One of China’s main concerns is that a radioactive cloud may enter its territory if nuclear war takes place in North Korea.

If the USA learns to live with a nuclear-armed North Korea, will we also learn to live with a nuclear-armed Iran?

Washington-based think tank C4ADS says that Pyongyang is “far from being isolated, (and) is globally active through its overseas networks”, which are helping to raise the funds and materials the country needs for its weapons programmes.

And on Friday, Trump tweeted the USA military is indeed ready, describing it as “locked and loaded, should North Korea act unwisely”.

As Deutsche Welle writes in the article Nations start to choose sides in event of North Korea war, amid growing talk of the possibility of open conflict between the United States and North Korea, countries have started to affirm their positions in case violence breaks out on the Korean Peninsula or elsewhere.

But, as The Washington Post notes, the paper isn’t an “official mouthpiece” for the party.

Yet many foreign policy establishment Democrats and Republicans, who previously insisted a nuclear-armed North Korea is unacceptable, are now arguing for accommodation (really appeasement and surrender).
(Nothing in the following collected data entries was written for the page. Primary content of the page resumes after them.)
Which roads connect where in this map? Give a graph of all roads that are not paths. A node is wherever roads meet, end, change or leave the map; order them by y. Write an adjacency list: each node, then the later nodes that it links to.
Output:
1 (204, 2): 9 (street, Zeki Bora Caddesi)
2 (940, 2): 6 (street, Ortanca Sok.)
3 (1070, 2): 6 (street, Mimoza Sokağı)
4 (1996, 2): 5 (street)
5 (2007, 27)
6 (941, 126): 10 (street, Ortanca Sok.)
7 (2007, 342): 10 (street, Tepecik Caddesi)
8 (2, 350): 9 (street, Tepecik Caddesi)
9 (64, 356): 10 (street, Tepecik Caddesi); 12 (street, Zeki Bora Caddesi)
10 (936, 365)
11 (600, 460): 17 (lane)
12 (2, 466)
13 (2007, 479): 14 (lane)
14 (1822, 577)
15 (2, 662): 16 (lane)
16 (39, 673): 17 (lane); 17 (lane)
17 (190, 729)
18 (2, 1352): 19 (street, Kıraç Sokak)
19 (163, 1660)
LANKOV: Russia is likely to basically follow China’s lead on such issues. In the current situation a little spark can ignite a fire in the region.

But if North Korea escalates, the US must be prepared to escalate to massive disarming strikes, including use of nuclear weapons. USA Today reported that in addition to a boost in coal exports, the two countries reached a labour immigration agreement to expand a programme that already employs 40,000 North Korean labourers in Russian Federation.

The column points out recent headlines of US media outlets highlight that Pyongyang would never negotiate with Washington on its nuclear and missile programs.

On Friday, Lavrov expressed his worries about the recent standoff between the United States and North Korea.

The Congressional EMP Commission warns a North Korean high-altitude EMP attack could blackout the grid and other life-sustaining critical infrastructures nationwide for months or years, killing 90 percent of the population through starvation and societal collapse-with a single warhead. Russian Federation has ambitious plans to build pipelines and a railroad across North Korea to the lucrative markets of South Korea. In months, the U.S. Army Corps of Engineers could EMP harden numerous most important nodes in the electric grid and other critical infrastructures. In July, the Trump administration imposed sanctions on a Chinese bank, two Chinese citizens and a shipping company for helping North Korea’s nuclear and missile programmes.

Dr. Peter Vincent Pry is chief of staff of the Congressional EMP Commission.